:: PROVIDED ENTRIES ::
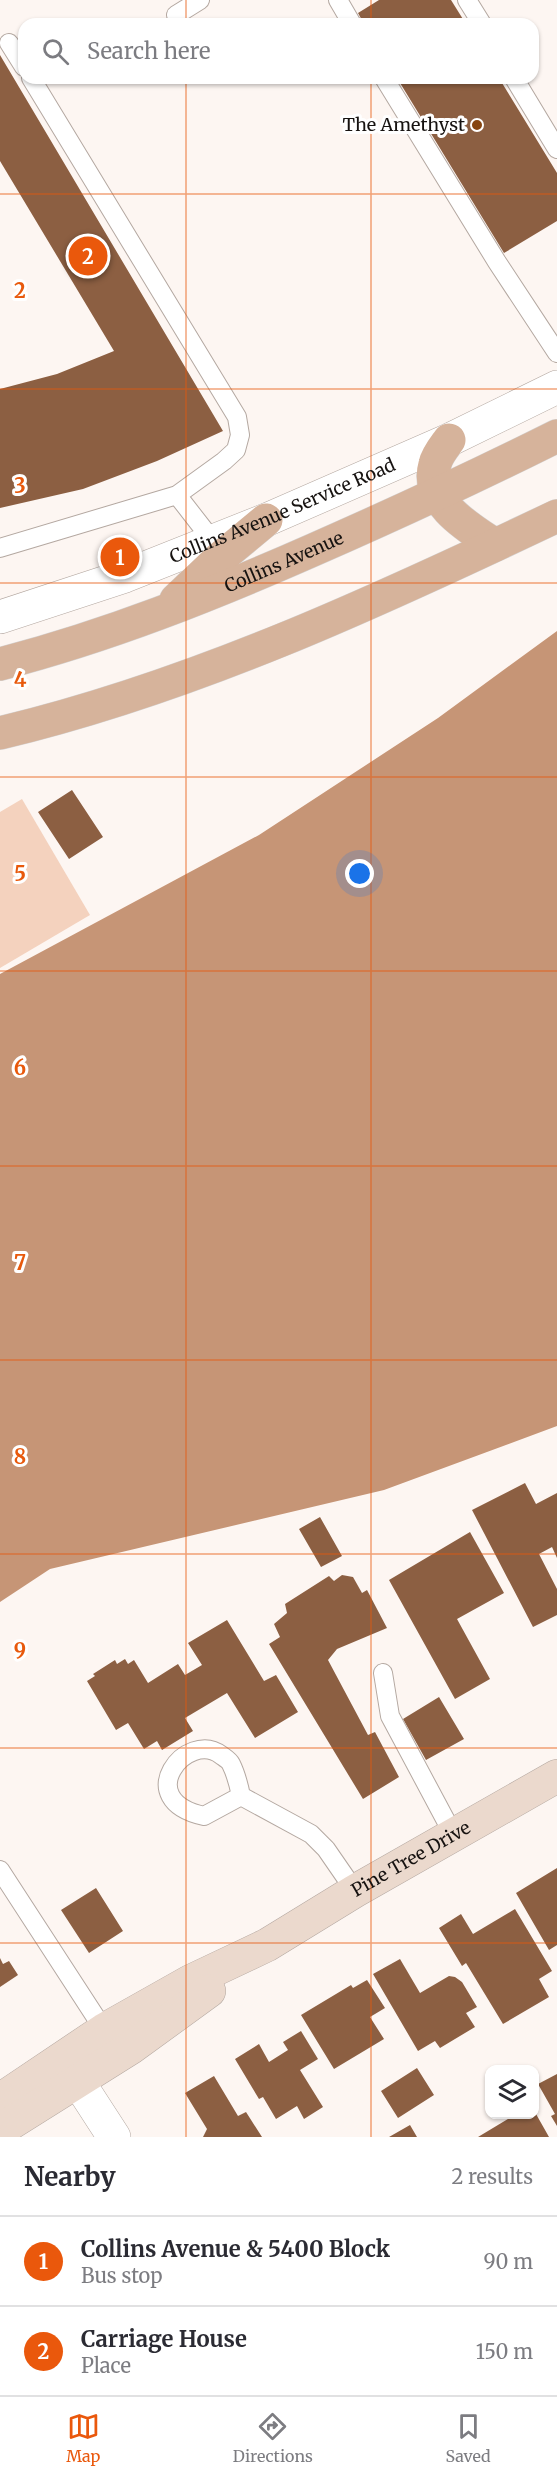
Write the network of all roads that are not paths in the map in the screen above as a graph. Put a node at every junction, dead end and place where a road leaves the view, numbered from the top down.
1 (200, 0) edge
2 (338, 0) edge
3 (467, 0) edge
4 (176, 15) dead end
5 (348, 18) edge
6 (478, 18) edge
7 (9, 43) dead end
8 (18, 57) edge
9 (35, 84) edge
10 (388, 84) edge
11 (518, 84) edge
12 (557, 149) edge
13 (557, 353) edge
14 (557, 387) edge
15 (557, 436) edge
16 (449, 440) junction
17 (438, 493) junction
18 (177, 495) junction
19 (557, 516) edge
20 (266, 520) junction
21 (212, 540) junction
22 (495, 545) junction
23 (0, 548) edge
24 (164, 612) junction
25 (0, 617) edge
26 (0, 664) edge
27 (0, 734) edge
28 (383, 1673) dead end
29 (557, 1776) edge
30 (241, 1796) dead end
31 (453, 1834) junction
32 (0, 1870) edge
33 (355, 1891) junction
34 (267, 1945) junction
35 (104, 2030) junction
36 (78, 2083) junction
37 (0, 2100) edge
38 (0, 2130) edge
39 (114, 2137) edge

1 - 4 lane
2 - 5 lane
3 - 6 lane
7 - 8 lane
9 - 18 lane
10 - 13 lane
11 - 12 lane
14 - 16 street, Collins Avenue Service Road
15 - 17 main road, Collins Avenue
16 - 17 main road
16 - 20 street, Collins Avenue Service Road
17 - 22 main road
17 - 24 main road, Collins Avenue
18 - 21 lane
18 - 23 lane
19 - 22 main road
20 - 21 street, Collins Avenue Service Road
20 - 24 main road
21 - 25 street, Collins Avenue Service Road
22 - 27 main road
24 - 26 main road, Collins Avenue
28 - 31 lane
29 - 31 main road, Pine Tree Drive
30 - 33 lane
31 - 33 main road, Pine Tree Drive
32 - 35 lane
33 - 34 main road, Pine Tree Drive
34 - 35 main road, Pine Tree Drive
34 - 36 main road, Pine Tree Drive
35 - 37 main road, Pine Tree Drive
36 - 38 main road, Pine Tree Drive
36 - 39 street

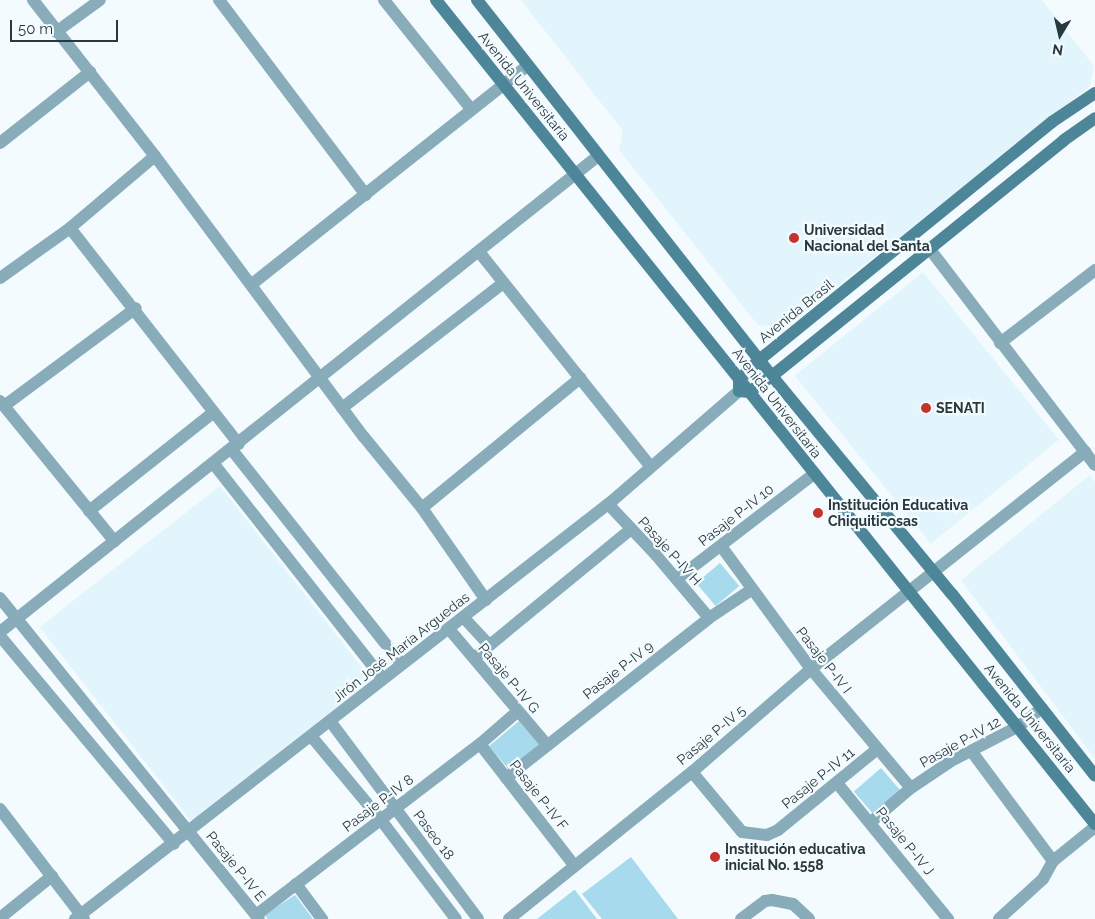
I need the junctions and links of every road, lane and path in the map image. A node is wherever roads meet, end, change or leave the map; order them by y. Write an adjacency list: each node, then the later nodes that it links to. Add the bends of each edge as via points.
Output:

:: TASK STATEMENT ::
Output the data exactly. Leave every picture out.

:: OUTPUT ::
Write the network of all roads that are not paths in the map in the screen above as a graph. Put a node at every junction, dead end and place where a road leaves the view, numbered from the top down.
1 (200, 0) edge
2 (338, 0) edge
3 (467, 0) edge
4 (176, 15) dead end
5 (348, 18) edge
6 (478, 18) edge
7 (9, 43) dead end
8 (18, 57) edge
9 (35, 84) edge
10 (388, 84) edge
11 (518, 84) edge
12 (557, 149) edge
13 (557, 353) edge
14 (557, 387) edge
15 (557, 436) edge
16 (449, 440) junction
17 (438, 493) junction
18 (177, 495) junction
19 (557, 516) edge
20 (266, 520) junction
21 (212, 540) junction
22 (495, 545) junction
23 (0, 548) edge
24 (164, 612) junction
25 (0, 617) edge
26 (0, 664) edge
27 (0, 734) edge
28 (383, 1673) dead end
29 (557, 1776) edge
30 (241, 1796) dead end
31 (453, 1834) junction
32 (0, 1870) edge
33 (355, 1891) junction
34 (267, 1945) junction
35 (104, 2030) junction
36 (78, 2083) junction
37 (0, 2100) edge
38 (0, 2130) edge
39 (114, 2137) edge

1 - 4 lane
2 - 5 lane
3 - 6 lane
7 - 8 lane
9 - 18 lane
10 - 13 lane
11 - 12 lane
14 - 16 street, Collins Avenue Service Road
15 - 17 main road, Collins Avenue
16 - 17 main road
16 - 20 street, Collins Avenue Service Road
17 - 22 main road
17 - 24 main road, Collins Avenue
18 - 21 lane
18 - 23 lane
19 - 22 main road
20 - 21 street, Collins Avenue Service Road
20 - 24 main road
21 - 25 street, Collins Avenue Service Road
22 - 27 main road
24 - 26 main road, Collins Avenue
28 - 31 lane
29 - 31 main road, Pine Tree Drive
30 - 33 lane
31 - 33 main road, Pine Tree Drive
32 - 35 lane
33 - 34 main road, Pine Tree Drive
34 - 35 main road, Pine Tree Drive
34 - 36 main road, Pine Tree Drive
35 - 37 main road, Pine Tree Drive
36 - 38 main road, Pine Tree Drive
36 - 39 street

I need the junctions and links of every road, lane and path in the map image. A node is wherever roads meet, end, change or leave the map; order them by y. Write an adjacency list: each node, then the later nodes that it links to. Add the bends of each edge as via points.
Output:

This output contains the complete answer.